The Automobile Bailout Solution: Unique and Simple

In the next few weeks Congress will approve a bridge loan package for the automobile industry totaling perhaps $25 billion. I presume it will be done before President Bush leaves office so that President-elect Obama will not have that particular stain on his hands. History will conveniently ignore the political makeup of the current legislature that signs off on the financing deal.

Congress will have excoriated the executives of the auto industry for their profligacy, pundits will have spanked the American consumer for its love affair with large vehicles and oil, experts will have promulgated business strategies and operational wisdom from afar, and the public will point to Congress for failing to create, enact or enforce adequate mileage and pollutant standards. During this opinion free-for-all we will have ignored the fact that our automobile workers are some of the finest in the world, not withstanding their pay. We will conveniently ignore the fact that we built our competitors' industries and allowed their restrictive import quotas. We will presume that the managers, designers and executives of the automobile industry have no conscience and no desire to build quality and environmentally sound vehicles -- as if they are not citizens of the world without personal care for future generations. Then the American taxpayer will sign up to hand over $25 billion. This, in my opinion, is necessary for a number of reasons. First, America is too big to cross in a Renault Mégane. Next, Americans really are bigger than the Europeans and that Mégane is too small. And finally, until we address the pathetic lack of adequate mass transportation, both inter- and intra-state, Americans will buy cars they feel safe in, translated as large, polluting gas-guzzlers, no matter what the metropolitans think the rurals should do.

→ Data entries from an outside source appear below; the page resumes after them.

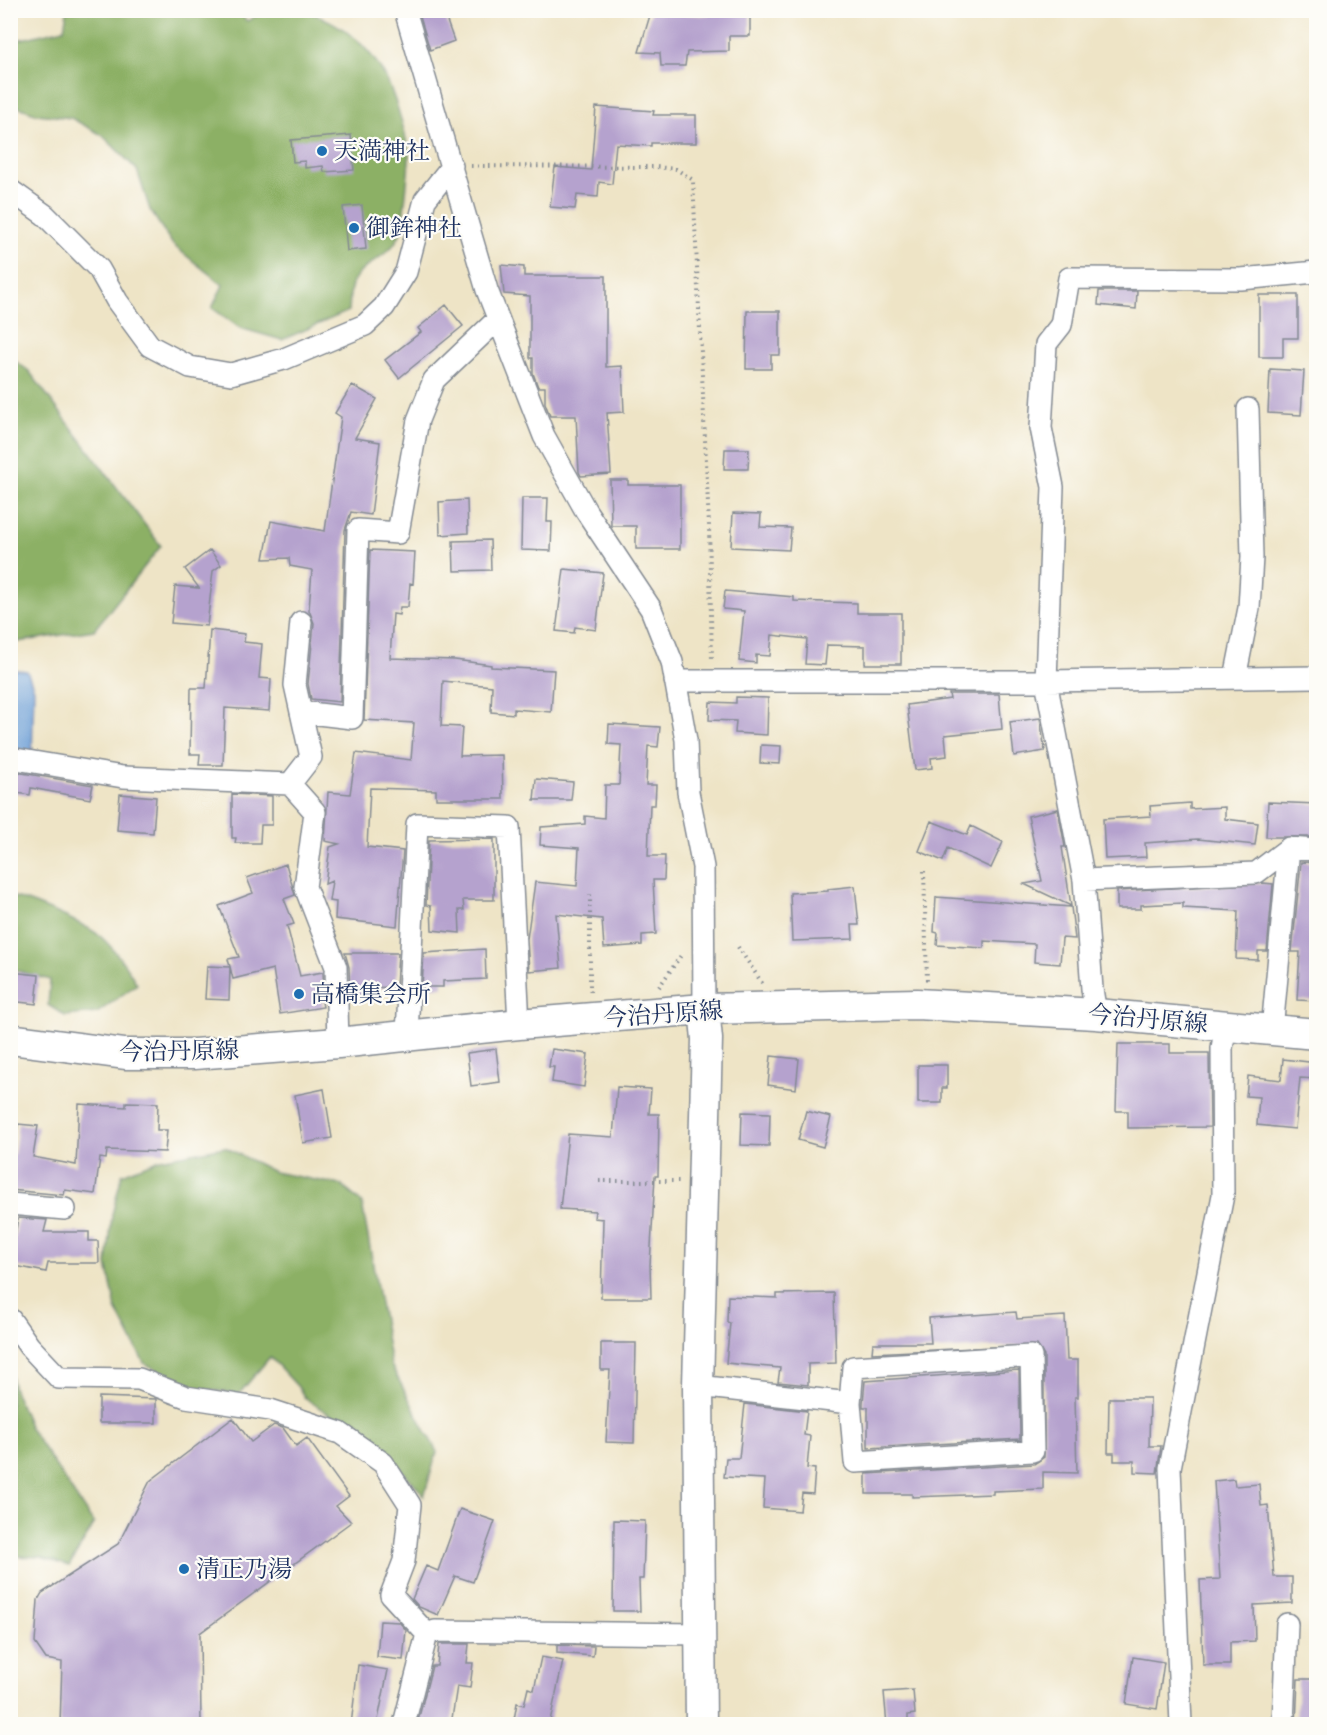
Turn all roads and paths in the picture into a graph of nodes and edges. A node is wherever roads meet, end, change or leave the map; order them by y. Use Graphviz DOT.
graph roads {
  1 [pos="405,10"];
  2 [pos="452,166"];
  3 [pos="10,190"];
  4 [pos="1317,272"];
  5 [pos="497,320"];
  6 [pos="1248,409"];
  7 [pos="301,622"];
  8 [pos="1317,677"];
  9 [pos="1235,678"];
  10 [pos="675,681"];
  11 [pos="1046,681"];
  12 [pos="712,682"];
  13 [pos="301,712"];
  14 [pos="10,758"];
  15 [pos="290,784"];
  16 [pos="1289,848"];
  17 [pos="1317,850"];
  18 [pos="924,871"];
  19 [pos="1084,880"];
  20 [pos="590,891"];
  21 [pos="738,947"];
  22 [pos="687,948"];
  23 [pos="764,986"];
  24 [pos="655,992"];
  25 [pos="928,1004"];
  26 [pos="704,1009"];
  27 [pos="1096,1014"];
  28 [pos="590,1020"];
  29 [pos="519,1024"];
  30 [pos="1226,1025"];
  31 [pos="1272,1030"];
  32 [pos="1317,1034"];
  33 [pos="407,1035"];
  34 [pos="10,1039"];
  35 [pos="338,1043"];
  36 [pos="600,1181"];
  37 [pos="705,1181"];
  38 [pos="10,1204"];
  39 [pos="65,1209"];
  40 [pos="10,1320"];
  41 [pos="698,1386"];
  42 [pos="850,1404"];
  43 [pos="1287,1624"];
  44 [pos="427,1634"];
  45 [pos="702,1634"];
  46 [pos="404,1725"];
  47 [pos="701,1725"];
  48 [pos="1181,1725"];
  49 [pos="1283,1725"];
  1 -- 2 [label="street"];
  2 -- 3 [label="street"];
  2 -- 5 [label="street"];
  2 -- 12 [label="path"];
  4 -- 11 [label="street"];
  5 -- 10 [label="street"];
  5 -- 13 [label="street"];
  6 -- 9 [label="street"];
  7 -- 13 [label="street"];
  8 -- 9 [label="street"];
  9 -- 11 [label="street"];
  10 -- 12 [label="street"];
  10 -- 26 [label="street"];
  11 -- 12 [label="street"];
  11 -- 19 [label="street"];
  13 -- 15 [label="street"];
  14 -- 15 [label="street"];
  15 -- 35 [label="street"];
  16 -- 17 [label="street"];
  16 -- 19 [label="street"];
  16 -- 31 [label="street"];
  18 -- 25 [label="path"];
  19 -- 27 [label="street"];
  20 -- 28 [label="path"];
  21 -- 23 [label="path"];
  22 -- 24 [label="path"];
  25 -- 26 [label="main road, 今治丹原線"];
  25 -- 27 [label="main road, 今治丹原線"];
  26 -- 28 [label="main road, 今治丹原線"];
  26 -- 37 [label="main road"];
  27 -- 30 [label="main road, 今治丹原線"];
  28 -- 29 [label="main road, 今治丹原線"];
  29 -- 33 [label="main road, 今治丹原線"];
  29 -- 33 [label="street"];
  30 -- 31 [label="main road, 今治丹原線"];
  30 -- 48 [label="street"];
  31 -- 32 [label="main road, 今治丹原線"];
  33 -- 35 [label="main road, 今治丹原線"];
  34 -- 35 [label="main road, 今治丹原線"];
  36 -- 37 [label="path"];
  37 -- 41 [label="main road"];
  38 -- 39 [label="street"];
  40 -- 44 [label="street"];
  41 -- 42 [label="street"];
  41 -- 45 [label="main road"];
  42 -- 42 [label="street"];
  43 -- 49 [label="street"];
  44 -- 45 [label="street"];
  44 -- 46 [label="street"];
  45 -- 47 [label="main road"];
}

When we are done with the hand-wringing and finger-pointing and a bit before the check-writing, it may be a good idea to think like American bankers -- those still in existence -- instead of whinging Eurocrats. Our bankers identify the need and lend to it, they securitize the debt in multiples, and the hallmark of all good lending practices: they spread their risk. The automobile industry is by all accounts undercapitalized and outdated, which makes it unclear what the true extent of the "need" is and what the best way is to make the debt secure. Instead of asking taxpayers to lend into an unclear system, it seems prudent to ask how taxpayers can spread their risk.

And now a word from Henry Kissinger and Richard Nixon: linkage. Kissinger defined linkage to the Senate Foreign Relations Committee this way: "The administration sought to move forward across a broad range of ideas so that progress in one area would add momentum to the progress of other areas."

The greatest ideas are often the simplest. Impediments to implementation of ideas often come from those who, through accepting change, have the most to lose. It makes good sense to have policy decisions based on expected or hoped-for behaviors and linked to outcomes on several fronts with attendant rewards or punishments. This system can be applied to the current automobile lending request. The question is: who are the players?

For the last fifty years the energy industry has benefited from an almost-incestuous relationship with the automobile industry and by extension, Congress. For the last five years, the energy industry has increased profits and increased the size of its balance sheet while benefiting from advantages other industries don't enjoy. There are arguments for and against the billions of dollars of tax breaks that the energy industry gets, and I have argued for them for the better part of thirty years.

I grew up in the oil patch. I remember a dinner in the '80s when then-Treasury Secretary Don Regan promoted removing intangible drilling costs from the energy industry's panoply of tax benefits. We were horrified. In the twenty-plus years since, there have been a number of attempts to reduce or eliminate them. Most Americans don't understand how all the tax benefits work. But they do understand these incontrovertible facts: in the last five years the combined profits of the American energy industry have increased substantially more than $25 billion, the cash on hand of the American energy industry has increased substantially more than $25 billion, and finally, the American energy industry has received more than $25 billion in tax benefits and relief. These "overages" take into account normal industry growth projections.

The automobile and the energy industries are inexorably linked. A cursory look at the past relationship between Atlantic Richfield and General Motors and the public transportation of Los Angeles is convincing enough. Even the most casual of observers get the fact that as the Big 3 automakers wean themselves from dependence on oil, energy companies are reshaping themselves to something more than oil and gas producers, refiners, and marketers.

There is logic in Congress promoting this linkage. Simplicity is the key. It makes good sense for Congress to say "no" to an outright bridge loan to the automobile industry. It makes more sense for Congress to tell ExxonMobil, ARCO, Chevron, ConocoPhillips and their fellow travelers that they should lend the automobile industry $25 billion. The taxpayers could guarantee the loan based on performance criteria.

Congress really can force that loan. If the taxpayers have to make the loan, Congress could take away all the tax benefits from the energy industry until the bridge loan is paid off. Or they can let the free market system between two titanic industries figure out mutual benefits, with some old-fashioned congressional guidance.

The good thing about capitalism is that, unlike democracy, there are no inalienable rights to survival. I'm willing to bet that the oil companies would strike a harder bargain than Congress will. That would strengthen both industries, and that's good for everyone.